Here’s the raw truth: Ideas do not create successful long-term entrepreneurs. Neither does raising investor capital or selling equity. What separates entrepreneurial winners from wannabes is the ability to run businesses. And when those businesses already have credentials? You can take the results straight to the bank.
Forget the groundbreaking solutions. Go for what’s working now.
I understand the excitement that comes from originating an idea. However, after launching multiple startups, I became convinced it was unnecessary to keep building organizations from scratch. Instead, I began to look toward companies for sale. They had existing infrastructure, cash flow, processes, and customers. The hard work was done. All I had to was acquire the business and then put my own spin on it.
To be sure, buying a business sounds less sexy than starting one. That’s a complete charade. Nothing is less attractive than being broke two years from now with a dream and nothing to show for it.

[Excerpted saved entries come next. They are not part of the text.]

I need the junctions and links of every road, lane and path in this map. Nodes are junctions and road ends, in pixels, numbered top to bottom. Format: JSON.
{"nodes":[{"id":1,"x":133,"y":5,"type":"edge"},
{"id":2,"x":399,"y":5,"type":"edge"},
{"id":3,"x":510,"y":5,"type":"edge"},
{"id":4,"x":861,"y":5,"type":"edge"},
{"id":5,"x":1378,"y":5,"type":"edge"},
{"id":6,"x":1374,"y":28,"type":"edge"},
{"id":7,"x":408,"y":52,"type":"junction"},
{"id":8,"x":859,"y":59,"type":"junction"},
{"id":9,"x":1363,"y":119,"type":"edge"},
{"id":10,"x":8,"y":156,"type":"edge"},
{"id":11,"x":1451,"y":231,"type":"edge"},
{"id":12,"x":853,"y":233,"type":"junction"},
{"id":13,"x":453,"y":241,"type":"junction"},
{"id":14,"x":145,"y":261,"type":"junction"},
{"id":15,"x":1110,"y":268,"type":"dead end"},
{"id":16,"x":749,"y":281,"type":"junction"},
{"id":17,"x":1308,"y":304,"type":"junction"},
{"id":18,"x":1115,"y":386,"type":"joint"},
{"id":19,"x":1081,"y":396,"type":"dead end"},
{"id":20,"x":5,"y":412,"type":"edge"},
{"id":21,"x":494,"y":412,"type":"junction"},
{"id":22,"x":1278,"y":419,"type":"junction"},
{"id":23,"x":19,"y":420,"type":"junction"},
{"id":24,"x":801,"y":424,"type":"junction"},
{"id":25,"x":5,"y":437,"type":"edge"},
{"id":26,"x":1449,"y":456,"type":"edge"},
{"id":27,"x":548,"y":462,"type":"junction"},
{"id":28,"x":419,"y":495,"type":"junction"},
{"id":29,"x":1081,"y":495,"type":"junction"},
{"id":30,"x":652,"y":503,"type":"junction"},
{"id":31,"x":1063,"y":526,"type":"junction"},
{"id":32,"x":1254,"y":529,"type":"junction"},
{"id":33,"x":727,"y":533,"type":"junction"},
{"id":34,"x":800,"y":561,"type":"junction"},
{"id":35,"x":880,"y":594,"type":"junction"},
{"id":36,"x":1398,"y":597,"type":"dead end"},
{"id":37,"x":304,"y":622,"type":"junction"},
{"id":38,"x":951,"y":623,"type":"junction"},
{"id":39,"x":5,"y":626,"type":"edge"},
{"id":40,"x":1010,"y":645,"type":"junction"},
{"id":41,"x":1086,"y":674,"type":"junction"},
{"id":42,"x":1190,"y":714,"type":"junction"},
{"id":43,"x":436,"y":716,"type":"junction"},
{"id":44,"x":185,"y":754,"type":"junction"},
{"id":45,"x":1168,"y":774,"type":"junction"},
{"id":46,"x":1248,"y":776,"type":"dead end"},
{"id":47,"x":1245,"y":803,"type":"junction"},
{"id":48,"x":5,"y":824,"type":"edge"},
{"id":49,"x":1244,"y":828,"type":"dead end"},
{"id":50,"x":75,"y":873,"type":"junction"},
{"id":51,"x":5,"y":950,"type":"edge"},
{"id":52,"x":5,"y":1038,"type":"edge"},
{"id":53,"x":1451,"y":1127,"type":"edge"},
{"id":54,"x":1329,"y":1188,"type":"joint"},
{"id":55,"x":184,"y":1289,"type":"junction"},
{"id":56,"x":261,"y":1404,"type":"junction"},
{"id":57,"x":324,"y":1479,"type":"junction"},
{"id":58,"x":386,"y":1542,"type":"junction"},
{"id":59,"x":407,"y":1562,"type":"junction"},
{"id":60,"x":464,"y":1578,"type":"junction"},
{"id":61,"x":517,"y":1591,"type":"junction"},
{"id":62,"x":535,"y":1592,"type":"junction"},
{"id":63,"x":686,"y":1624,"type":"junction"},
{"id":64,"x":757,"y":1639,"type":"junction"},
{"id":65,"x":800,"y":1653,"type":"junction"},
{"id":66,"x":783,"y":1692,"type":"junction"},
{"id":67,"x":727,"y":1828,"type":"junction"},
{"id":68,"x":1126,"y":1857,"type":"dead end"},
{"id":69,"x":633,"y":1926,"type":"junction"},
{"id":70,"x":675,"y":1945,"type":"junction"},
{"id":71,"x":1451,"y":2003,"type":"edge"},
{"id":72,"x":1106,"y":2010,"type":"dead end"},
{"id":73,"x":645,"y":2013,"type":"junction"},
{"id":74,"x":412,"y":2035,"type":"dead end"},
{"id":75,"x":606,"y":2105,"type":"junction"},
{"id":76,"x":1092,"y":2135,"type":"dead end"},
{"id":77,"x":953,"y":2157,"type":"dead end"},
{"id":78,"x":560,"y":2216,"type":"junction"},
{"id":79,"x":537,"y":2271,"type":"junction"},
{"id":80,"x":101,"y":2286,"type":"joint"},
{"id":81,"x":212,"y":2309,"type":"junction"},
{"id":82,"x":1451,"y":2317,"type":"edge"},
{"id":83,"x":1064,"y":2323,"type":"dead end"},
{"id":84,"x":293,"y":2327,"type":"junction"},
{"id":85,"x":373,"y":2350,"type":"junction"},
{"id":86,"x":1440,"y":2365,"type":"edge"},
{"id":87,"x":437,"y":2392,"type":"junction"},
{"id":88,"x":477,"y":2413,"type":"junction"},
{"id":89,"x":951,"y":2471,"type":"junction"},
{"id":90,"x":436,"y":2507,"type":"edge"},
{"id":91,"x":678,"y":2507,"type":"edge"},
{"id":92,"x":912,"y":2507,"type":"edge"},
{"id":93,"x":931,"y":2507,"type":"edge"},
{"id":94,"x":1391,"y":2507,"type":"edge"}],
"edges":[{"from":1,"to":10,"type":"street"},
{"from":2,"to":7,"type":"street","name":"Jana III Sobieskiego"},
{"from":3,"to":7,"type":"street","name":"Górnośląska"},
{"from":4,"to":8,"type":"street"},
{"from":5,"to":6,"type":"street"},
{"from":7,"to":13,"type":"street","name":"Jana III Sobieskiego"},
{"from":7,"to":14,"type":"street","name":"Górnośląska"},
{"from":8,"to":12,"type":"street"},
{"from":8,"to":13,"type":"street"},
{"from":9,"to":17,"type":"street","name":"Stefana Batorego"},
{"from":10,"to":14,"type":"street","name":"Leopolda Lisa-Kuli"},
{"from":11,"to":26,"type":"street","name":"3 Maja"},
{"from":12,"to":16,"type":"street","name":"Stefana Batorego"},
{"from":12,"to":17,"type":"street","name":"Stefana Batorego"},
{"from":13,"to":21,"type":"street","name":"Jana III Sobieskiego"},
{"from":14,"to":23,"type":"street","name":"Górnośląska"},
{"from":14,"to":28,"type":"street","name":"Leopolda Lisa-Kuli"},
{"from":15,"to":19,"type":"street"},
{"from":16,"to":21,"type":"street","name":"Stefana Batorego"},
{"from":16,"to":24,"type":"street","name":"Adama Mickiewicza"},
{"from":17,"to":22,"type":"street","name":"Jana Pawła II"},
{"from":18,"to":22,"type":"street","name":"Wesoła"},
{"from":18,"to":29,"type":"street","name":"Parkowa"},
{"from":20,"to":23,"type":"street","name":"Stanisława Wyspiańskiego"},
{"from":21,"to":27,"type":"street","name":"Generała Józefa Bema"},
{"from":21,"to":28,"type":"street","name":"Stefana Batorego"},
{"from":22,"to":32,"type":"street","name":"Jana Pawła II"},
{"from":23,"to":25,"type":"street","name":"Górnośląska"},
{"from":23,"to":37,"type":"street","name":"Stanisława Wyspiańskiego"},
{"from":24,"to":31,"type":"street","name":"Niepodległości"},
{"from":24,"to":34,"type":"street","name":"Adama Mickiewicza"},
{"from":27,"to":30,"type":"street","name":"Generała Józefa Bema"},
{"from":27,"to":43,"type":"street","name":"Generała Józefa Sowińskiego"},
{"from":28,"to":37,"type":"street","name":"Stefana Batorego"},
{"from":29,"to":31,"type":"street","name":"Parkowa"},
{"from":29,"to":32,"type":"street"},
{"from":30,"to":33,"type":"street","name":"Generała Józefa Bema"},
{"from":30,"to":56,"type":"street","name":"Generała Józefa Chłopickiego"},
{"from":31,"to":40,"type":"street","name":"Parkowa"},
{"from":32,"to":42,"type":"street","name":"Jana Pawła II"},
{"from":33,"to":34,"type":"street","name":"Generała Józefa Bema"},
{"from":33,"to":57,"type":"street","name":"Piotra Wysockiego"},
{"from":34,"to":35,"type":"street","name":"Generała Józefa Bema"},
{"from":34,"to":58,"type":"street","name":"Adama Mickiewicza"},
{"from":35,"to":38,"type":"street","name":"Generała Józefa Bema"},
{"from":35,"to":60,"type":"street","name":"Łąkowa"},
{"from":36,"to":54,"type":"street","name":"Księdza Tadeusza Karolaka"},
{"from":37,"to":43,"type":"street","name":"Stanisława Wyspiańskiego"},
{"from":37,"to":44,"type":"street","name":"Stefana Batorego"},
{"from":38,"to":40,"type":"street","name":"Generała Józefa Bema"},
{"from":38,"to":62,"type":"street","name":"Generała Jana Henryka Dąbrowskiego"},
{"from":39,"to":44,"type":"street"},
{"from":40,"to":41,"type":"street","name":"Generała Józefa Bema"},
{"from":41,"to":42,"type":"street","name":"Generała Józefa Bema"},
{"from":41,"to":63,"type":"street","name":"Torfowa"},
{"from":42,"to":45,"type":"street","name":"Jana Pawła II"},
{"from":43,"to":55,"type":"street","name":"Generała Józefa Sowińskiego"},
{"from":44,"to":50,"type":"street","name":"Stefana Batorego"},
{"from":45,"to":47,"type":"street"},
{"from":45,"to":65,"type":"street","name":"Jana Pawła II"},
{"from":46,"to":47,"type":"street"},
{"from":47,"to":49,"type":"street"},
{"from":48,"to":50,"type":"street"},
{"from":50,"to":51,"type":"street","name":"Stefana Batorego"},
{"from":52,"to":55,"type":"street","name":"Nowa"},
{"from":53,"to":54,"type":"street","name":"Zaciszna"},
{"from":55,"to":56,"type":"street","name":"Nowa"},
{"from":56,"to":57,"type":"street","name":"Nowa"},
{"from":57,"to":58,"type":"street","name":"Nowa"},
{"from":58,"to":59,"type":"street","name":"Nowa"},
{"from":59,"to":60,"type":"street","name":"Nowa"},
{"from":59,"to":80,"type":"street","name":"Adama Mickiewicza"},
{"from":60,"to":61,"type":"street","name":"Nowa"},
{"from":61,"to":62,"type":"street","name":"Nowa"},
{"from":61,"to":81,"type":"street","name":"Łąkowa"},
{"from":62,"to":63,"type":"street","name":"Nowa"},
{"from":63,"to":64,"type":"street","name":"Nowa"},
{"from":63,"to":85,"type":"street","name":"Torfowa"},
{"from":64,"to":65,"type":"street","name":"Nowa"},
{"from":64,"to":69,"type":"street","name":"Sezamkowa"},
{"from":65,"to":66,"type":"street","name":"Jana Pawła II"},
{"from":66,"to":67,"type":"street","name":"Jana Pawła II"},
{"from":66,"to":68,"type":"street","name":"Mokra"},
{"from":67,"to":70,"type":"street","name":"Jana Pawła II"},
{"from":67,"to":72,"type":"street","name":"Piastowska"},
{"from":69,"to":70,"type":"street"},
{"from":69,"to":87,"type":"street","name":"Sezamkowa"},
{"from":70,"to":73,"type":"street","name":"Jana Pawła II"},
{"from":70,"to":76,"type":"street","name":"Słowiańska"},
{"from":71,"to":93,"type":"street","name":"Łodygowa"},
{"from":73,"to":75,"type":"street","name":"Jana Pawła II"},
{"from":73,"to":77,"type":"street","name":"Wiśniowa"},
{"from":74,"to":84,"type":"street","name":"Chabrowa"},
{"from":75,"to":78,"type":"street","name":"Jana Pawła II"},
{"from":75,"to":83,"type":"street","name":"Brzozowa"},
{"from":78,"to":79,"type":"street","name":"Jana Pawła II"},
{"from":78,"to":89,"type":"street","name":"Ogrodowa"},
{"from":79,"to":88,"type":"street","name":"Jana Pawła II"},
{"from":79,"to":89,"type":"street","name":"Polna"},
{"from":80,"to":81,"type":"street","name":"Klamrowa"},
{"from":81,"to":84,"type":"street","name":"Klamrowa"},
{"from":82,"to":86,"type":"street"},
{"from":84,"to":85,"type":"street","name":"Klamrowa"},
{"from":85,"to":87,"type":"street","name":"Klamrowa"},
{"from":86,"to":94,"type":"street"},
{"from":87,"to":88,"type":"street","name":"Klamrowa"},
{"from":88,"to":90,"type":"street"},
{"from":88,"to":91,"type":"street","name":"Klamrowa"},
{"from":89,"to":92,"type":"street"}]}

This isn’t to say that you shouldn’t strive to implement your ideas. You just have to find a vehicle that will allow you to explore more efficiently and with less risk. I acquired a decades-old, well-established business-to-business fulfillment and print management company. With the team already in place, we set out to build a centralized e-commerce software platform that would streamline supply chain management across multiple locations. The platform was a goal, and the company allowed me to skip the dicey startup phase.
The most successful entrepreneurs are not just idea-makers; they are CEOs with an accompanying mindset.
Even icons such as Elon Musk, Steve Jobs, and Jeff Bezos couldn’t have survived on ideas alone. Their prosperity came from a focus on making a business work. As Megan Holsinger, a professional who studies what separates CEOs from entrepreneurs, noted in an Inc. article: “What it really comes down to is risk. The style of many CEOs is to be risk-averse, whereas entrepreneurs and founders tend to be more willing to embrace risk.”
Stop beating yourself up because you lack ideas. Instead, apply some acquisition entrepreneurial habits to your quiver.
1. Stay on top of trends.
Typically, the first time you hear about an idea, it’s too early. If the idea hangs around to hit an adolescent phase, it might have staying power. That time period is perfect to ask yourself what industries the trend is not being applied to. From there, you can seek out companies for sale that could make use of the trend.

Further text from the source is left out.